Ph.D. candidate Siva Nalabotu presents at seminar series in Charleston

On October 6th, Ph.D. candidate Siva Nalabotu was the guest lecturer at the Research Brown Bag Lecture at the University of Charleston School of Pharmacy (UC SOP). The Research Brown Bag Lecture Series at UC SOP helps pharmacy students to stay abreast of the latest developments in diverse fields of research. Siva learned of the opportunity to speak at the lunch lecture series through Dr. Michelle Herdman, an assistant professor at UC SOP who is an alumnus of the Marshall University Biomedical Sciences Graduate Program.
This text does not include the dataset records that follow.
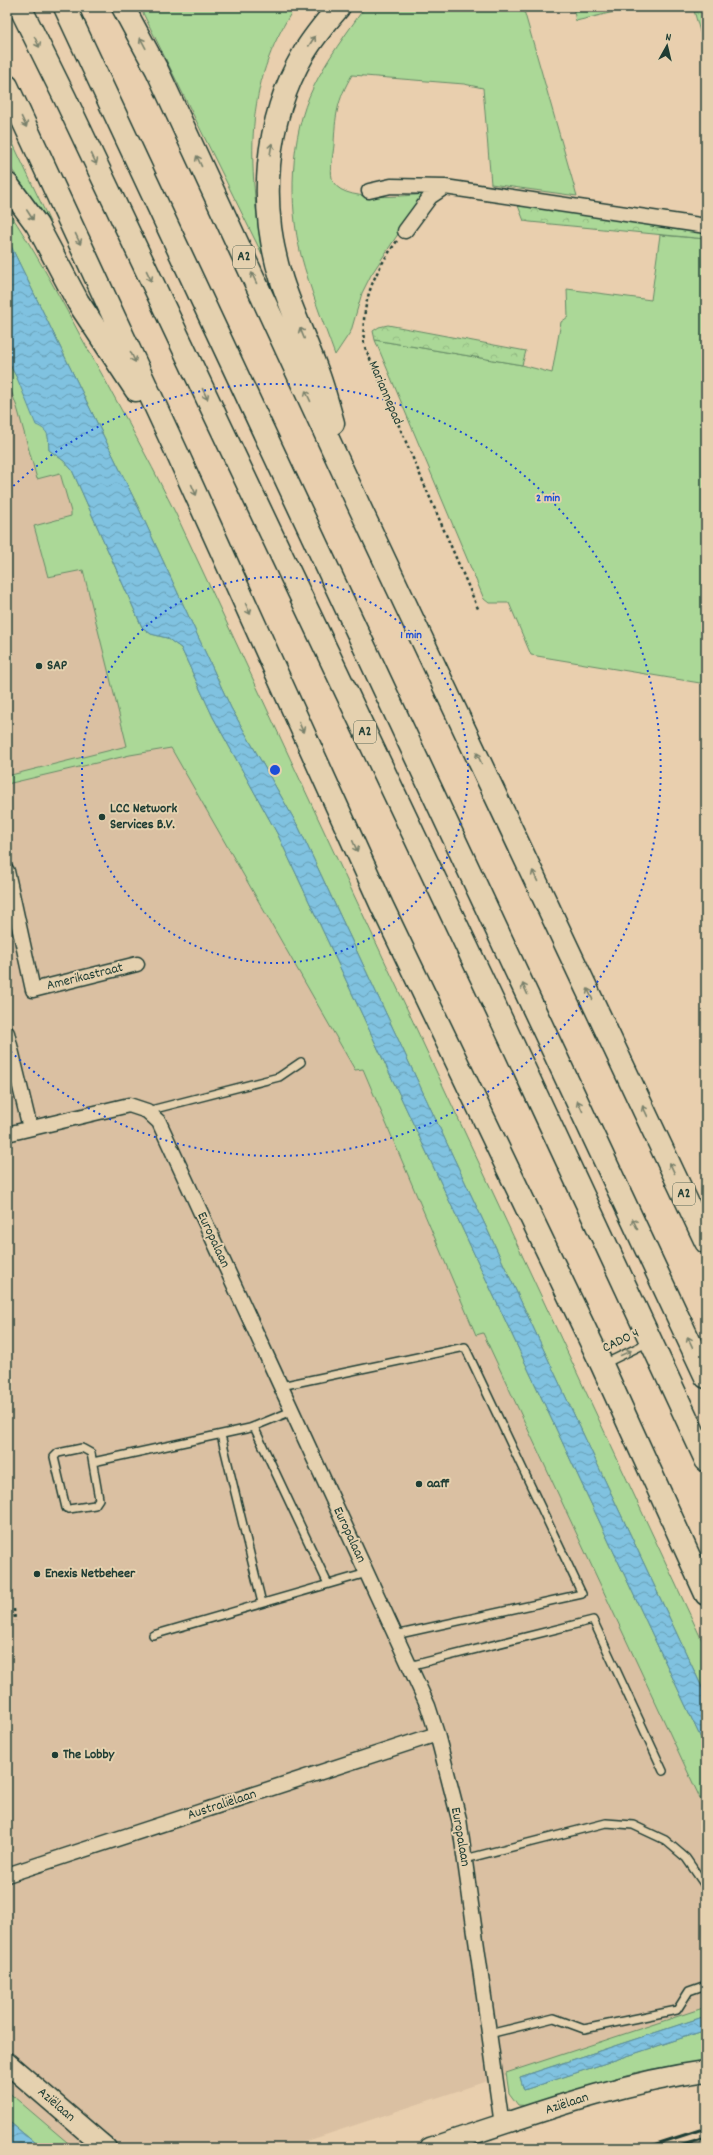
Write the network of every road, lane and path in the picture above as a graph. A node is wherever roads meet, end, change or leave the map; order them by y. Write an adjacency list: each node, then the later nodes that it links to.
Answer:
1 (20, 7): 22 (highway, A2, one-way to 22)
2 (65, 7): 24 (highway, one-way to 2)
3 (124, 7): 12 (highway, A2, one-way to 3)
4 (338, 7): 12 (highway, A2, one-way to 4)
5 (7, 86): 11 (highway, one-way to 11)
6 (7, 184): 11 (highway, one-way to 11)
7 (445, 187): 8 (street); 9 (street); 10 (street)
8 (370, 191)
9 (706, 226)
10 (405, 231): 13 (path, Mariannepad)
11 (178, 455): 23 (highway, one-way to 23)
12 (360, 508): 21 (highway, A2, one-way to 12)
13 (478, 611)
14 (7, 871): 15 (street, Amerikastraat)
15 (137, 964)
16 (7, 1033): 19 (street)
17 (301, 1062): 18 (lane)
18 (147, 1111): 19 (street, Europalaan); 25 (street, Europalaan)
19 (30, 1128): 20 (street, Europalaan)
20 (7, 1134)
21 (706, 1242)
22 (650, 1342): 23 (lane, CADO 4, one-way to 22); 29 (highway, A2)
23 (602, 1365): 33 (highway)
24 (706, 1377)
25 (280, 1386): 26 (street, Europalaan); 38 (lane)
26 (292, 1411): 27 (lane); 31 (street, Europalaan)
27 (254, 1427): 28 (lane); 32 (lane)
28 (221, 1434): 30 (lane); 34 (lane)
29 (706, 1460)
30 (92, 1462): 30 (lane)
31 (366, 1573): 32 (lane); 38 (street, Europalaan)
32 (328, 1584): 34 (lane)
33 (706, 1594)
34 (262, 1603): 37 (lane)
35 (14, 1610): 36 (path)
36 (15, 1621)
37 (153, 1635)
38 (395, 1635): 39 (street, Europalaan)
39 (409, 1666): 40 (street, Europalaan); 41 (lane)
40 (437, 1734): 42 (street, Europalaan); 43 (street, Australiëlaan)
41 (663, 1771)
42 (464, 1859): 44 (lane); 46 (street, Europalaan)
43 (7, 1875)
44 (706, 1887)
45 (706, 1985): 46 (lane)
46 (489, 2034): 49 (street, Europalaan)
47 (7, 2063): 50 (street, Aziëlaan)
48 (706, 2071): 49 (street, Aziëlaan)
49 (502, 2125): 51 (street, Aziëlaan)
50 (106, 2148)
51 (430, 2148)

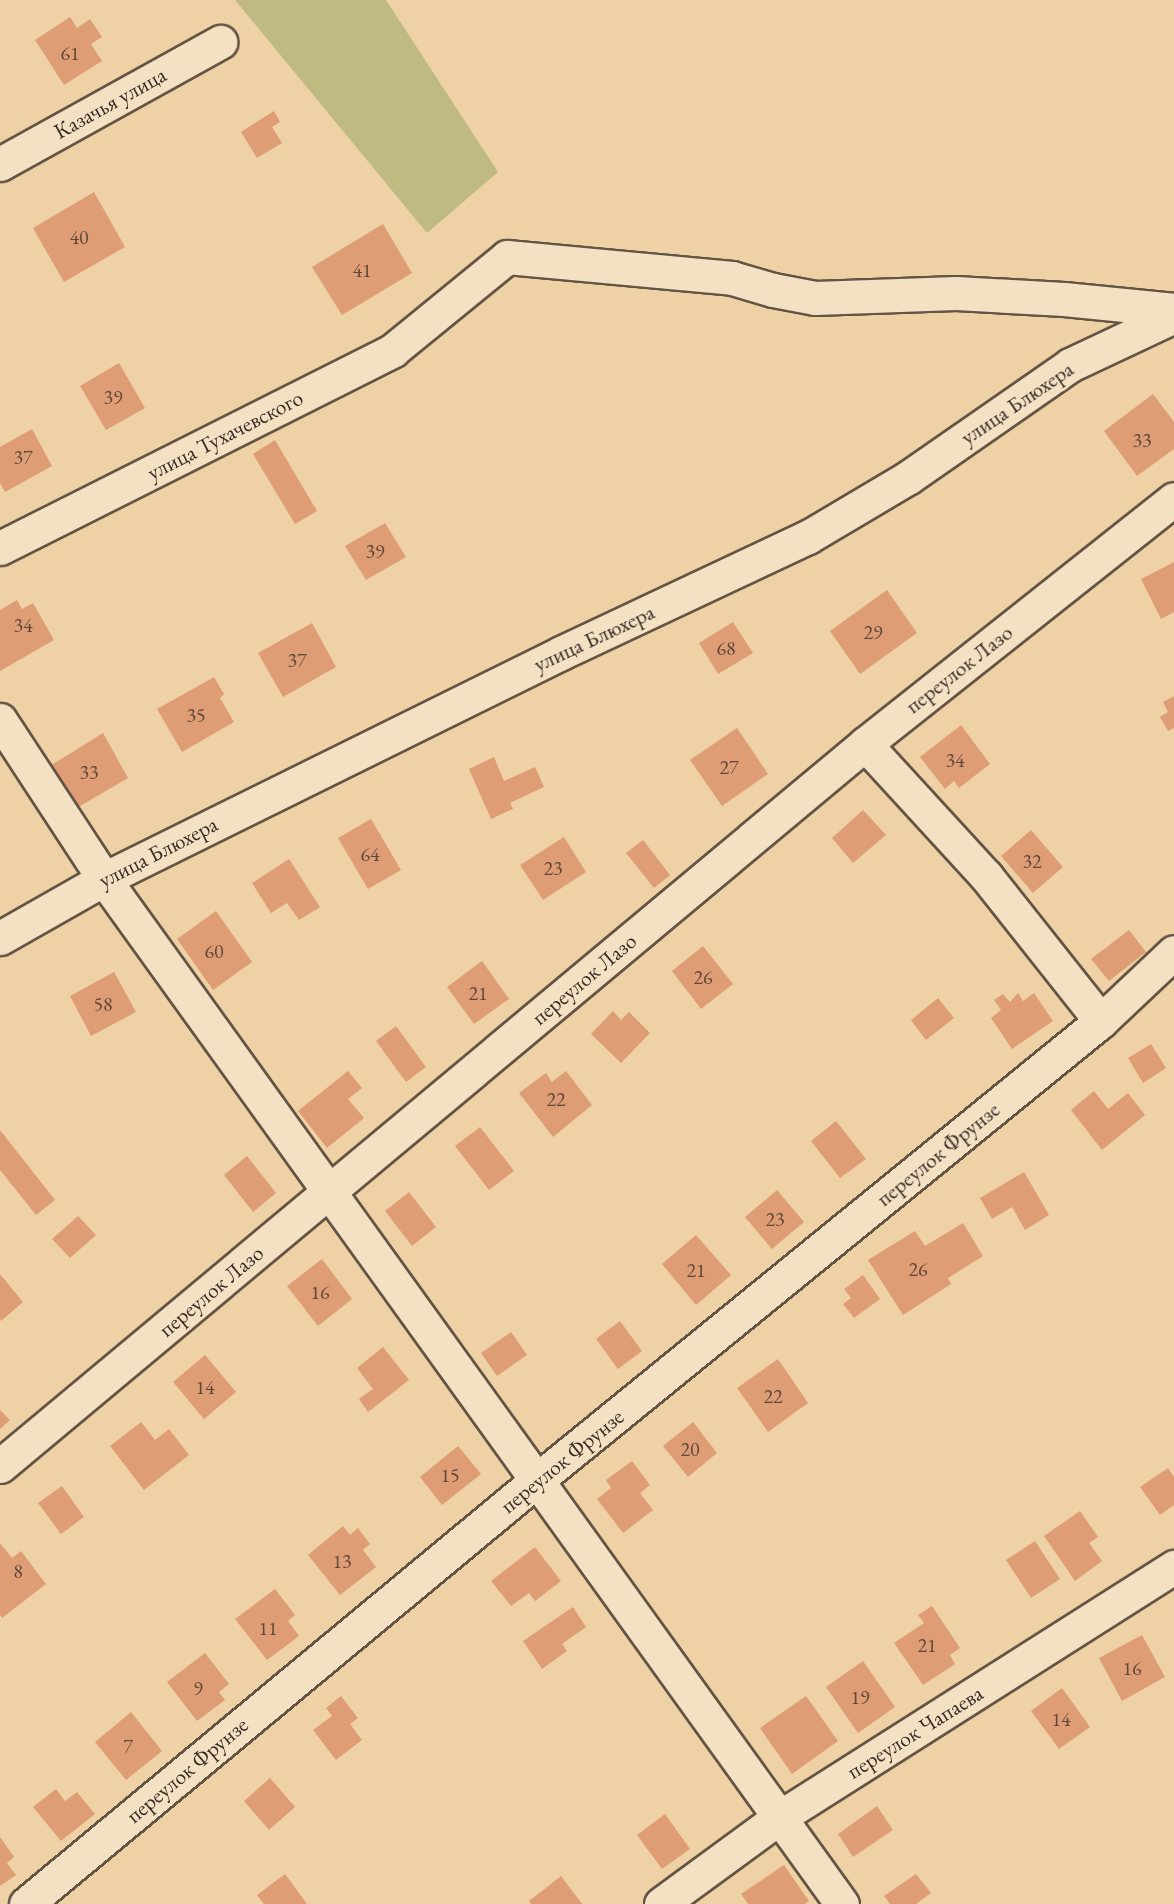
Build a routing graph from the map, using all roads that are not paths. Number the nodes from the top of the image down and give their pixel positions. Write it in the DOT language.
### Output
graph roads {
  1 [pos="220,42"];
  2 [pos="0,164"];
  3 [pos="1174,310"];
  4 [pos="1174,316"];
  5 [pos="1174,499"];
  6 [pos="0,548"];
  7 [pos="0,720"];
  8 [pos="865,744"];
  9 [pos="104,879"];
  10 [pos="0,938"];
  11 [pos="1174,952"];
  12 [pos="1101,1021"];
  13 [pos="330,1192"];
  14 [pos="0,1466"];
  15 [pos="537,1480"];
  16 [pos="1174,1567"];
  17 [pos="780,1817"];
  18 [pos="26,1904"];
  19 [pos="662,1904"];
  20 [pos="843,1904"];
  1 -- 2 [label="street, Казачья улица"];
  3 -- 6 [label="street, улица Тухачевского"];
  4 -- 9 [label="street, улица Блюхера"];
  5 -- 8 [label="street, переулок Лазо"];
  7 -- 9 [label="street"];
  8 -- 12 [label="street"];
  8 -- 13 [label="street, переулок Лазо"];
  9 -- 10 [label="street, улица Блюхера"];
  9 -- 13 [label="street"];
  11 -- 12 [label="street, переулок Фрунзе"];
  12 -- 15 [label="street, переулок Фрунзе"];
  13 -- 14 [label="street, переулок Лазо"];
  13 -- 15 [label="street"];
  15 -- 17 [label="street"];
  15 -- 18 [label="street, переулок Фрунзе"];
  16 -- 17 [label="street, переулок Чапаева"];
  17 -- 19 [label="street, переулок Чапаева"];
  17 -- 20 [label="street"];
}
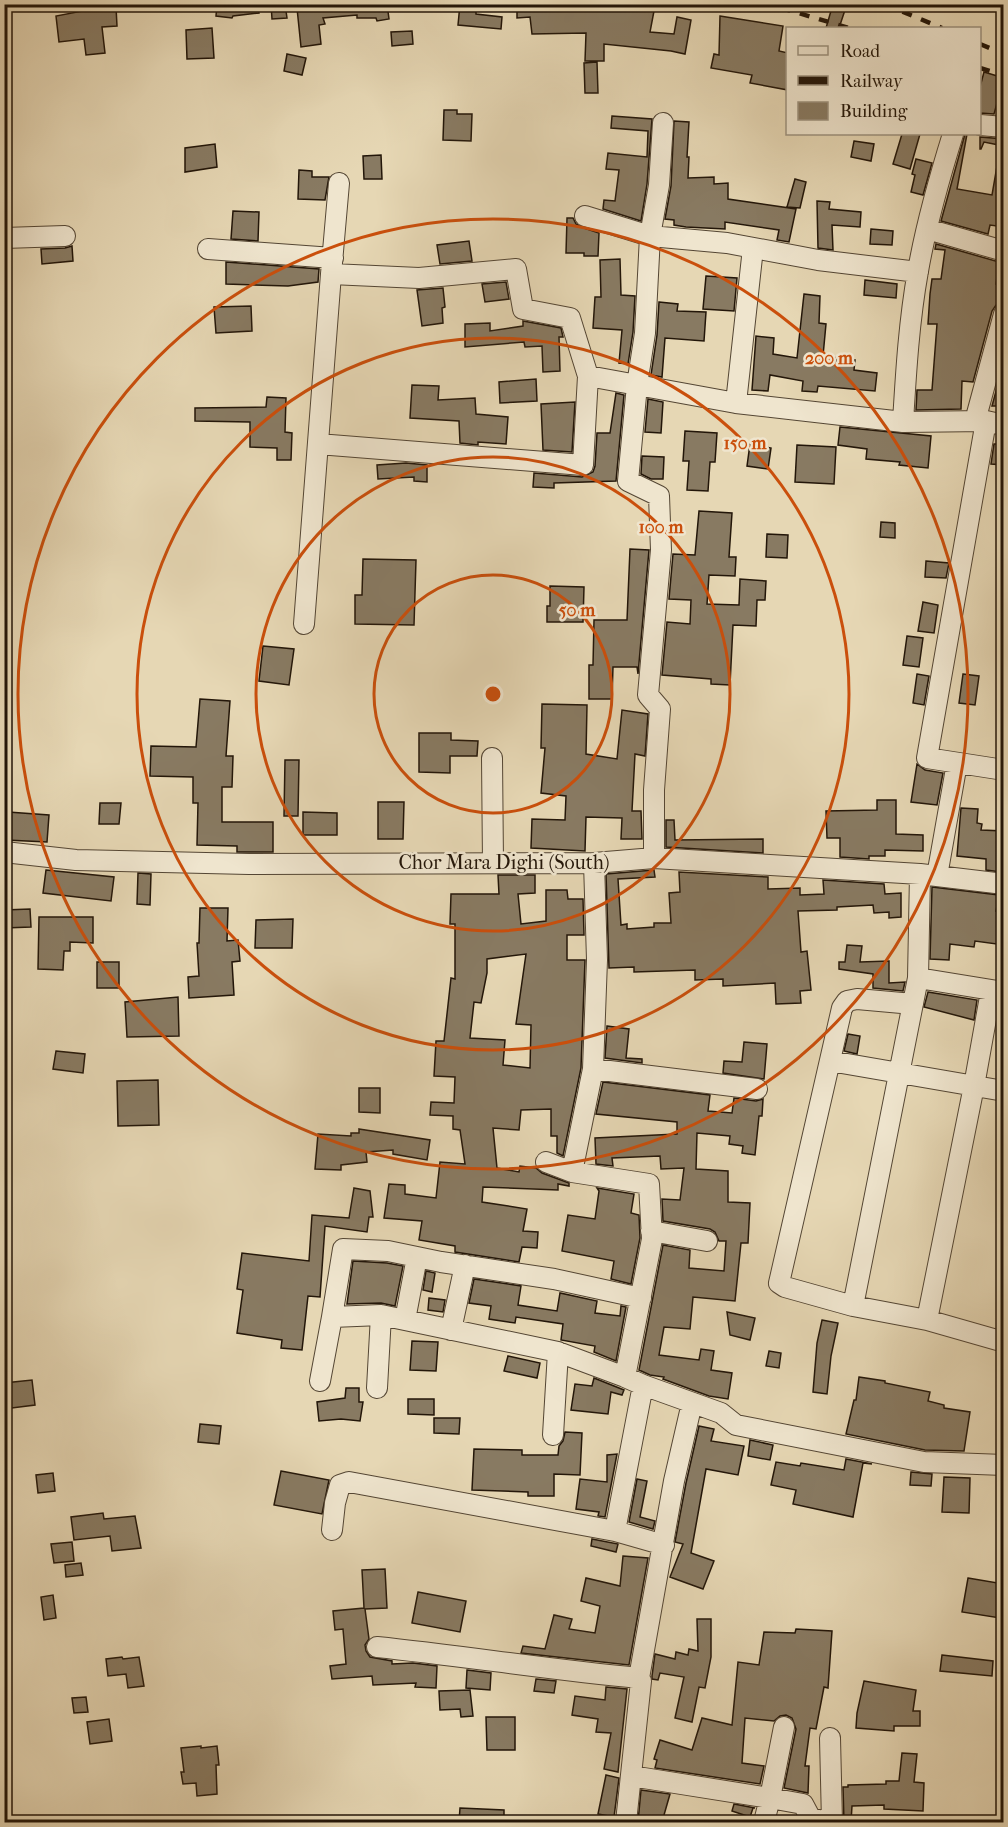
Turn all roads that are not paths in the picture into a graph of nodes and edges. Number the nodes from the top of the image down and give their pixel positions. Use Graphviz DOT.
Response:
graph roads {
  1 [pos="663,123"];
  2 [pos="981,125"];
  3 [pos="1004,127"];
  4 [pos="952,135"];
  5 [pos="339,183"];
  6 [pos="585,216"];
  7 [pos="927,229"];
  8 [pos="65,236"];
  9 [pos="650,236"];
  10 [pos="4,238"];
  11 [pos="753,248"];
  12 [pos="208,249"];
  13 [pos="1004,251"];
  14 [pos="332,266"];
  15 [pos="918,272"];
  16 [pos="1004,314"];
  17 [pos="588,376"];
  18 [pos="637,385"];
  19 [pos="736,403"];
  20 [pos="903,422"];
  21 [pos="988,423"];
  22 [pos="318,444"];
  23 [pos="304,624"];
  24 [pos="492,758"];
  25 [pos="957,763"];
  26 [pos="1004,770"];
  27 [pos="4,852"];
  28 [pos="654,858"];
  29 [pos="493,862"];
  30 [pos="594,863"];
  31 [pos="928,875"];
  32 [pos="1004,884"];
  33 [pos="918,978"];
  34 [pos="997,991"];
  35 [pos="913,1004"];
  36 [pos="830,1061"];
  37 [pos="593,1069"];
  38 [pos="898,1074"];
  39 [pos="974,1086"];
  40 [pos="757,1089"];
  41 [pos="1004,1091"];
  42 [pos="546,1162"];
  43 [pos="572,1172"];
  44 [pos="651,1231"];
  45 [pos="707,1241"];
  46 [pos="417,1257"];
  47 [pos="465,1265"];
  48 [pos="641,1298"];
  49 [pos="853,1306"];
  50 [pos="381,1315"];
  51 [pos="332,1317"];
  52 [pos="405,1320"];
  53 [pos="927,1320"];
  54 [pos="451,1329"];
  55 [pos="1004,1341"];
  56 [pos="558,1352"];
  57 [pos="625,1377"];
  58 [pos="320,1381"];
  59 [pos="643,1385"];
  60 [pos="377,1388"];
  61 [pos="692,1403"];
  62 [pos="553,1435"];
  63 [pos="1004,1465"];
  64 [pos="332,1530"];
  65 [pos="615,1531"];
  66 [pos="663,1545"];
  67 [pos="377,1647"];
  68 [pos="641,1681"];
  69 [pos="784,1727"];
  70 [pos="830,1738"];
  71 [pos="631,1776"];
  72 [pos="770,1798"];
  73 [pos="626,1822"];
  74 [pos="764,1822"];
  75 [pos="832,1822"];
  1 -- 9 [label="street"];
  2 -- 3 [label="street"];
  4 -- 7 [label="street"];
  5 -- 14 [label="street"];
  6 -- 9 [label="street"];
  7 -- 13 [label="street"];
  7 -- 15 [label="street"];
  8 -- 10 [label="street"];
  9 -- 11 [label="street"];
  9 -- 18 [label="street"];
  11 -- 15 [label="street"];
  11 -- 19 [label="street"];
  12 -- 14 [label="street"];
  14 -- 17 [label="street"];
  14 -- 22 [label="street"];
  15 -- 20 [label="street"];
  16 -- 21 [label="street"];
  17 -- 18 [label="street"];
  17 -- 22 [label="street"];
  18 -- 19 [label="street"];
  18 -- 28 [label="street"];
  19 -- 20 [label="street"];
  20 -- 21 [label="street"];
  21 -- 25 [label="street"];
  22 -- 23 [label="street"];
  24 -- 29 [label="street"];
  25 -- 26 [label="street"];
  25 -- 31 [label="street"];
  27 -- 29 [label="street, Chor Mara Dighi (South)"];
  28 -- 30 [label="street, Chor Mara Dighi (South)"];
  28 -- 31 [label="street, Chor Mara Dighi (South)"];
  29 -- 30 [label="street, Chor Mara Dighi (South)"];
  30 -- 37 [label="street"];
  31 -- 32 [label="street, Chor Mara Dighi (South)"];
  31 -- 33 [label="street"];
  33 -- 34 [label="street"];
  33 -- 35 [label="street"];
  34 -- 39 [label="street"];
  35 -- 36 [label="street"];
  35 -- 38 [label="street"];
  36 -- 38 [label="street"];
  36 -- 49 [label="street"];
  37 -- 40 [label="street"];
  37 -- 43 [label="street"];
  38 -- 39 [label="street"];
  38 -- 49 [label="street"];
  39 -- 41 [label="street"];
  39 -- 53 [label="street"];
  42 -- 43 [label="street"];
  43 -- 44 [label="street"];
  44 -- 45 [label="street"];
  44 -- 48 [label="street"];
  46 -- 47 [label="street"];
  46 -- 51 [label="street"];
  46 -- 52 [label="street"];
  47 -- 48 [label="street"];
  47 -- 54 [label="street"];
  48 -- 57 [label="street"];
  49 -- 53 [label="street"];
  50 -- 51 [label="street"];
  50 -- 52 [label="street"];
  50 -- 60 [label="street"];
  51 -- 58 [label="street"];
  52 -- 54 [label="street"];
  53 -- 55 [label="street"];
  54 -- 56 [label="street"];
  56 -- 57 [label="street"];
  56 -- 62 [label="street"];
  57 -- 59 [label="street"];
  59 -- 61 [label="street"];
  59 -- 65 [label="street"];
  61 -- 63 [label="street"];
  61 -- 66 [label="street"];
  64 -- 65 [label="street"];
  65 -- 66 [label="street"];
  66 -- 67 [label="street"];
  68 -- 71 [label="street"];
  69 -- 72 [label="street"];
  70 -- 75 [label="street"];
  71 -- 72 [label="street"];
  71 -- 73 [label="street"];
  72 -- 74 [label="street"];
  72 -- 75 [label="street"];
}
Before this invitation, Siva had only spoken outside of Marshall once, giving a poster presentation at the Society of Toxicology Annual Meeting last March. He says that Dr. Herdman and Dr. Gagan Khuashal were very helpful throughout the experience, and that the faculty and students were very welcoming. Siva highly recommends this speaking opportunity to others. He says the experience encouraged him to give further presentations outside Marshall when given the chance. He would like to express his thanks to Dr. Herdman for arranging this experience and to his audience for being so accommodating. Everyone seemed to appreciate the opportunity to learn about the potential problems of the application of nanotechnology within organisms.

Siva’s presentation, “Nanomaterials and Nanotoxicity: Should we be scared?” discusses both the beneficial and potentially dangerous qualities of nanomaterials. According to Siva, his topic seemed to be of special interest to the pharmacy students, as nanotechonology has tremendous potential to treat various medical conditions. Although pharmacy students may be aware of the applications of nanotechnology, they may not often come across information on toxicity of nanomaterials and the reasons for these toxicities. His presentation draws a clear connection between the good and bad effects of nanomaterials.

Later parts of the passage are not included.